PROBLEM DETAILS
Omit all pictures, then retype the data exactly as given.

(Stored data entries)
++++++
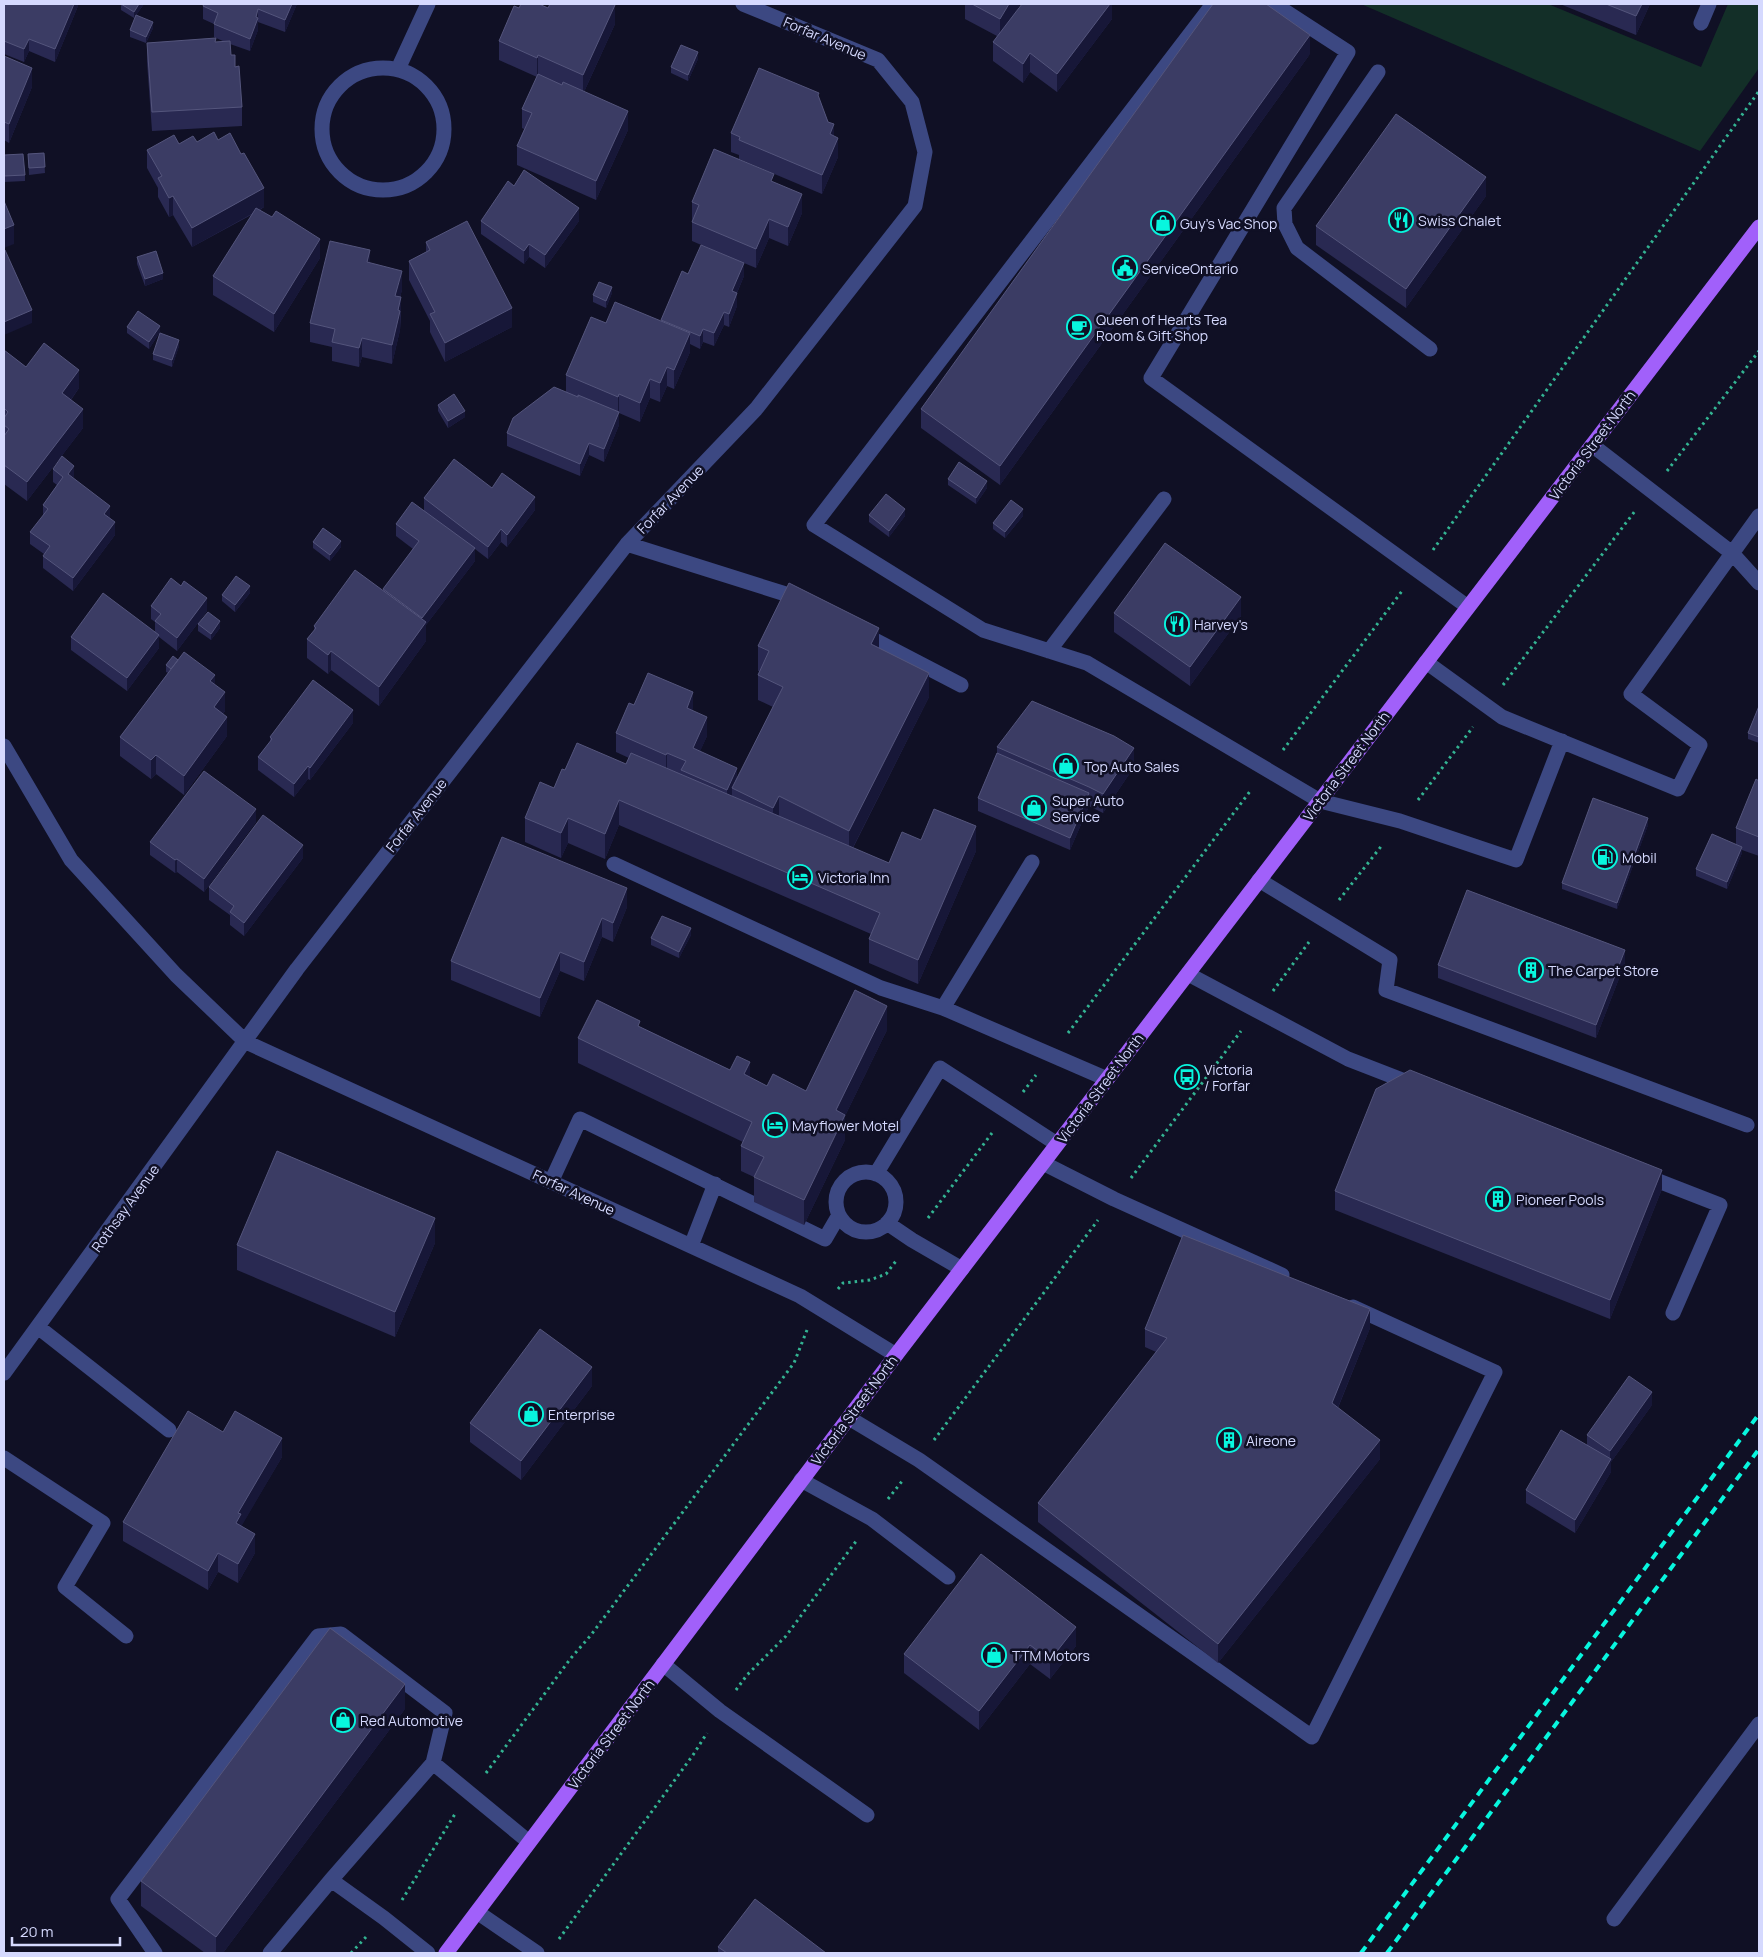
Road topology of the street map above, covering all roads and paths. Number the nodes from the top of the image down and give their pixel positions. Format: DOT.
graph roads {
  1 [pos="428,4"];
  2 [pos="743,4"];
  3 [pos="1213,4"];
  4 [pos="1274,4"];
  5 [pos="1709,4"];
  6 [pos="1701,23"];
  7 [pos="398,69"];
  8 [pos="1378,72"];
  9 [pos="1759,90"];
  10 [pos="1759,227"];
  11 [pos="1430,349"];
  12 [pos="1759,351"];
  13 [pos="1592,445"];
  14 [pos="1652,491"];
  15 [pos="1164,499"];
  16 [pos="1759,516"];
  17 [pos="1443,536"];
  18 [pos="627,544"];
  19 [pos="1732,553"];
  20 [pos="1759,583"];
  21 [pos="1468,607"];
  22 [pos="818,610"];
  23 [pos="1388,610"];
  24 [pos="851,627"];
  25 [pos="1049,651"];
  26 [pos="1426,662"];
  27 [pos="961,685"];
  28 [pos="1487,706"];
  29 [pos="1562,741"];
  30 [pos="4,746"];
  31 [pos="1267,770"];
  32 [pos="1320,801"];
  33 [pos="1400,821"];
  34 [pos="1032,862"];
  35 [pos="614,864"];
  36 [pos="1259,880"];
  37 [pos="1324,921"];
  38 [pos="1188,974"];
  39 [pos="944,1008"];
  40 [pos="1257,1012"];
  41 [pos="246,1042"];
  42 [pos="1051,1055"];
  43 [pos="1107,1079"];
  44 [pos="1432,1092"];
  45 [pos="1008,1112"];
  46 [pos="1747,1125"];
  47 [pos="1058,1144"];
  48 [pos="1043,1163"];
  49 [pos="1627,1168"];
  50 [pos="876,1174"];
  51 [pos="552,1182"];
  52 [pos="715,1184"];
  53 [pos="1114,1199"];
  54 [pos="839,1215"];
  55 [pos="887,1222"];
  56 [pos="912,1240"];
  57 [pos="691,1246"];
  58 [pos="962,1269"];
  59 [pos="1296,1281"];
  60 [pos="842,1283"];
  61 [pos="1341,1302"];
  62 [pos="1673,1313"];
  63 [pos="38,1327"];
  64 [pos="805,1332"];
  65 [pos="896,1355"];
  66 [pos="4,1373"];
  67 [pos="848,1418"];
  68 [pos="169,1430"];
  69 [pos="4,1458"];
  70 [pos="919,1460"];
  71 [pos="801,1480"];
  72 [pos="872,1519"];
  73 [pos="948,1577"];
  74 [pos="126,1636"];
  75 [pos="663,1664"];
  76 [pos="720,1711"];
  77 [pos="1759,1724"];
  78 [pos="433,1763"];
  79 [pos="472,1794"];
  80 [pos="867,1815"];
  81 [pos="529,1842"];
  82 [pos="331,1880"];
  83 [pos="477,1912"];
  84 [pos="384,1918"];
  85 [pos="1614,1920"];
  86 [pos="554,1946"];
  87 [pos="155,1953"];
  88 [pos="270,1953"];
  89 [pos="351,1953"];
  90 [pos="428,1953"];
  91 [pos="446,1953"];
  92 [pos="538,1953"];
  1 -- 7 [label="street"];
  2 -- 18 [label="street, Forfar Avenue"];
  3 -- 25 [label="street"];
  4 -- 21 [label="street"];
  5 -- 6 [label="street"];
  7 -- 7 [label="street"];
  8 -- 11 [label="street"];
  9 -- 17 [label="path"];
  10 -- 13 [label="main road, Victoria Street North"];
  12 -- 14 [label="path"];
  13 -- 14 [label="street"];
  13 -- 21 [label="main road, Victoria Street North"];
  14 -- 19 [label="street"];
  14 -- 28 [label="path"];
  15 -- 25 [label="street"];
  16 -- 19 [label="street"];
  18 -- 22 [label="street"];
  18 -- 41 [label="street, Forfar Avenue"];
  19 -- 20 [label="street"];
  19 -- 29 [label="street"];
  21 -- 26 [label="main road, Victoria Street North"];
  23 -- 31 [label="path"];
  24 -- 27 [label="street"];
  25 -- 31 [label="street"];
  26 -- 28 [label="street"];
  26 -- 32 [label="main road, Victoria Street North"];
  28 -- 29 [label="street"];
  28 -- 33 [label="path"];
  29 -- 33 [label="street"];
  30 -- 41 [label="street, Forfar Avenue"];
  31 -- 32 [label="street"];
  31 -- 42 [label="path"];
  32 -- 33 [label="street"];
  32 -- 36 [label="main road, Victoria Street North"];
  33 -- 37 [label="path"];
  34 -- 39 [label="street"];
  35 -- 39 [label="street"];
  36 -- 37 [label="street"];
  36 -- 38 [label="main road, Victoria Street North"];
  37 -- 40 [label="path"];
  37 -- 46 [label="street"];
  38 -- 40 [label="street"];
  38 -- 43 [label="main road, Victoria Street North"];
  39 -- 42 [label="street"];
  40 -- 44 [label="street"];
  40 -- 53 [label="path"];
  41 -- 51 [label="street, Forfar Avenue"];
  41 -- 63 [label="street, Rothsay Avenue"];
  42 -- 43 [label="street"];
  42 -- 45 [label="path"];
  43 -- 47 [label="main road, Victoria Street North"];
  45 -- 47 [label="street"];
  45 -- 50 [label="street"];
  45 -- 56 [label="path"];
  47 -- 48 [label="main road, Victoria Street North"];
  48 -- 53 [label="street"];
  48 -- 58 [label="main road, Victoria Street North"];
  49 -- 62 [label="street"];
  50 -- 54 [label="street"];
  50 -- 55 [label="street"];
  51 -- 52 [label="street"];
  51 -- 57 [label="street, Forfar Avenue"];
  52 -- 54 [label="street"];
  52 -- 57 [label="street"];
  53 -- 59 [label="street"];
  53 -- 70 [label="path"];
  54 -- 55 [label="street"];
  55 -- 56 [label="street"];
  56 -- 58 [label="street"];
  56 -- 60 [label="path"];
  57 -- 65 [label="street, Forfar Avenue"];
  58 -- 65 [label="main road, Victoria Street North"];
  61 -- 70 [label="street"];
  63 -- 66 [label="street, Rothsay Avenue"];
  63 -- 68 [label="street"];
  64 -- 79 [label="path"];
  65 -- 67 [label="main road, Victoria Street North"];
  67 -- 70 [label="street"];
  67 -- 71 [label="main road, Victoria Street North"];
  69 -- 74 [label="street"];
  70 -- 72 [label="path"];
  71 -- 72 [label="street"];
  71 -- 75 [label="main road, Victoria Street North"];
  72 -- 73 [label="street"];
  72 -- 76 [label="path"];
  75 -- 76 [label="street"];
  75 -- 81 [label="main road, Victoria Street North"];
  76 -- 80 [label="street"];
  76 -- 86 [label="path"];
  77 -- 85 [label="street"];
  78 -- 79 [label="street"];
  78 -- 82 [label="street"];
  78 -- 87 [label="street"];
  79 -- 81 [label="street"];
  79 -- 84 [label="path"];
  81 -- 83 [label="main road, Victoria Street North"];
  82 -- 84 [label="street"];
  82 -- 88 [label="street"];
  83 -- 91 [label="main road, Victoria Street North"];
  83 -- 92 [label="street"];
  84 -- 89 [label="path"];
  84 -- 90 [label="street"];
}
++++++
SOLVED EXERCISE
Road topology of the street map above, covering all roads and paths. Number the nodes from the top of the image down and give their pixel positions. Format: DOT.
graph roads {
  1 [pos="428,4"];
  2 [pos="743,4"];
  3 [pos="1213,4"];
  4 [pos="1274,4"];
  5 [pos="1709,4"];
  6 [pos="1701,23"];
  7 [pos="398,69"];
  8 [pos="1378,72"];
  9 [pos="1759,90"];
  10 [pos="1759,227"];
  11 [pos="1430,349"];
  12 [pos="1759,351"];
  13 [pos="1592,445"];
  14 [pos="1652,491"];
  15 [pos="1164,499"];
  16 [pos="1759,516"];
  17 [pos="1443,536"];
  18 [pos="627,544"];
  19 [pos="1732,553"];
  20 [pos="1759,583"];
  21 [pos="1468,607"];
  22 [pos="818,610"];
  23 [pos="1388,610"];
  24 [pos="851,627"];
  25 [pos="1049,651"];
  26 [pos="1426,662"];
  27 [pos="961,685"];
  28 [pos="1487,706"];
  29 [pos="1562,741"];
  30 [pos="4,746"];
  31 [pos="1267,770"];
  32 [pos="1320,801"];
  33 [pos="1400,821"];
  34 [pos="1032,862"];
  35 [pos="614,864"];
  36 [pos="1259,880"];
  37 [pos="1324,921"];
  38 [pos="1188,974"];
  39 [pos="944,1008"];
  40 [pos="1257,1012"];
  41 [pos="246,1042"];
  42 [pos="1051,1055"];
  43 [pos="1107,1079"];
  44 [pos="1432,1092"];
  45 [pos="1008,1112"];
  46 [pos="1747,1125"];
  47 [pos="1058,1144"];
  48 [pos="1043,1163"];
  49 [pos="1627,1168"];
  50 [pos="876,1174"];
  51 [pos="552,1182"];
  52 [pos="715,1184"];
  53 [pos="1114,1199"];
  54 [pos="839,1215"];
  55 [pos="887,1222"];
  56 [pos="912,1240"];
  57 [pos="691,1246"];
  58 [pos="962,1269"];
  59 [pos="1296,1281"];
  60 [pos="842,1283"];
  61 [pos="1341,1302"];
  62 [pos="1673,1313"];
  63 [pos="38,1327"];
  64 [pos="805,1332"];
  65 [pos="896,1355"];
  66 [pos="4,1373"];
  67 [pos="848,1418"];
  68 [pos="169,1430"];
  69 [pos="4,1458"];
  70 [pos="919,1460"];
  71 [pos="801,1480"];
  72 [pos="872,1519"];
  73 [pos="948,1577"];
  74 [pos="126,1636"];
  75 [pos="663,1664"];
  76 [pos="720,1711"];
  77 [pos="1759,1724"];
  78 [pos="433,1763"];
  79 [pos="472,1794"];
  80 [pos="867,1815"];
  81 [pos="529,1842"];
  82 [pos="331,1880"];
  83 [pos="477,1912"];
  84 [pos="384,1918"];
  85 [pos="1614,1920"];
  86 [pos="554,1946"];
  87 [pos="155,1953"];
  88 [pos="270,1953"];
  89 [pos="351,1953"];
  90 [pos="428,1953"];
  91 [pos="446,1953"];
  92 [pos="538,1953"];
  1 -- 7 [label="street"];
  2 -- 18 [label="street, Forfar Avenue"];
  3 -- 25 [label="street"];
  4 -- 21 [label="street"];
  5 -- 6 [label="street"];
  7 -- 7 [label="street"];
  8 -- 11 [label="street"];
  9 -- 17 [label="path"];
  10 -- 13 [label="main road, Victoria Street North"];
  12 -- 14 [label="path"];
  13 -- 14 [label="street"];
  13 -- 21 [label="main road, Victoria Street North"];
  14 -- 19 [label="street"];
  14 -- 28 [label="path"];
  15 -- 25 [label="street"];
  16 -- 19 [label="street"];
  18 -- 22 [label="street"];
  18 -- 41 [label="street, Forfar Avenue"];
  19 -- 20 [label="street"];
  19 -- 29 [label="street"];
  21 -- 26 [label="main road, Victoria Street North"];
  23 -- 31 [label="path"];
  24 -- 27 [label="street"];
  25 -- 31 [label="street"];
  26 -- 28 [label="street"];
  26 -- 32 [label="main road, Victoria Street North"];
  28 -- 29 [label="street"];
  28 -- 33 [label="path"];
  29 -- 33 [label="street"];
  30 -- 41 [label="street, Forfar Avenue"];
  31 -- 32 [label="street"];
  31 -- 42 [label="path"];
  32 -- 33 [label="street"];
  32 -- 36 [label="main road, Victoria Street North"];
  33 -- 37 [label="path"];
  34 -- 39 [label="street"];
  35 -- 39 [label="street"];
  36 -- 37 [label="street"];
  36 -- 38 [label="main road, Victoria Street North"];
  37 -- 40 [label="path"];
  37 -- 46 [label="street"];
  38 -- 40 [label="street"];
  38 -- 43 [label="main road, Victoria Street North"];
  39 -- 42 [label="street"];
  40 -- 44 [label="street"];
  40 -- 53 [label="path"];
  41 -- 51 [label="street, Forfar Avenue"];
  41 -- 63 [label="street, Rothsay Avenue"];
  42 -- 43 [label="street"];
  42 -- 45 [label="path"];
  43 -- 47 [label="main road, Victoria Street North"];
  45 -- 47 [label="street"];
  45 -- 50 [label="street"];
  45 -- 56 [label="path"];
  47 -- 48 [label="main road, Victoria Street North"];
  48 -- 53 [label="street"];
  48 -- 58 [label="main road, Victoria Street North"];
  49 -- 62 [label="street"];
  50 -- 54 [label="street"];
  50 -- 55 [label="street"];
  51 -- 52 [label="street"];
  51 -- 57 [label="street, Forfar Avenue"];
  52 -- 54 [label="street"];
  52 -- 57 [label="street"];
  53 -- 59 [label="street"];
  53 -- 70 [label="path"];
  54 -- 55 [label="street"];
  55 -- 56 [label="street"];
  56 -- 58 [label="street"];
  56 -- 60 [label="path"];
  57 -- 65 [label="street, Forfar Avenue"];
  58 -- 65 [label="main road, Victoria Street North"];
  61 -- 70 [label="street"];
  63 -- 66 [label="street, Rothsay Avenue"];
  63 -- 68 [label="street"];
  64 -- 79 [label="path"];
  65 -- 67 [label="main road, Victoria Street North"];
  67 -- 70 [label="street"];
  67 -- 71 [label="main road, Victoria Street North"];
  69 -- 74 [label="street"];
  70 -- 72 [label="path"];
  71 -- 72 [label="street"];
  71 -- 75 [label="main road, Victoria Street North"];
  72 -- 73 [label="street"];
  72 -- 76 [label="path"];
  75 -- 76 [label="street"];
  75 -- 81 [label="main road, Victoria Street North"];
  76 -- 80 [label="street"];
  76 -- 86 [label="path"];
  77 -- 85 [label="street"];
  78 -- 79 [label="street"];
  78 -- 82 [label="street"];
  78 -- 87 [label="street"];
  79 -- 81 [label="street"];
  79 -- 84 [label="path"];
  81 -- 83 [label="main road, Victoria Street North"];
  82 -- 84 [label="street"];
  82 -- 88 [label="street"];
  83 -- 91 [label="main road, Victoria Street North"];
  83 -- 92 [label="street"];
  84 -- 89 [label="path"];
  84 -- 90 [label="street"];
}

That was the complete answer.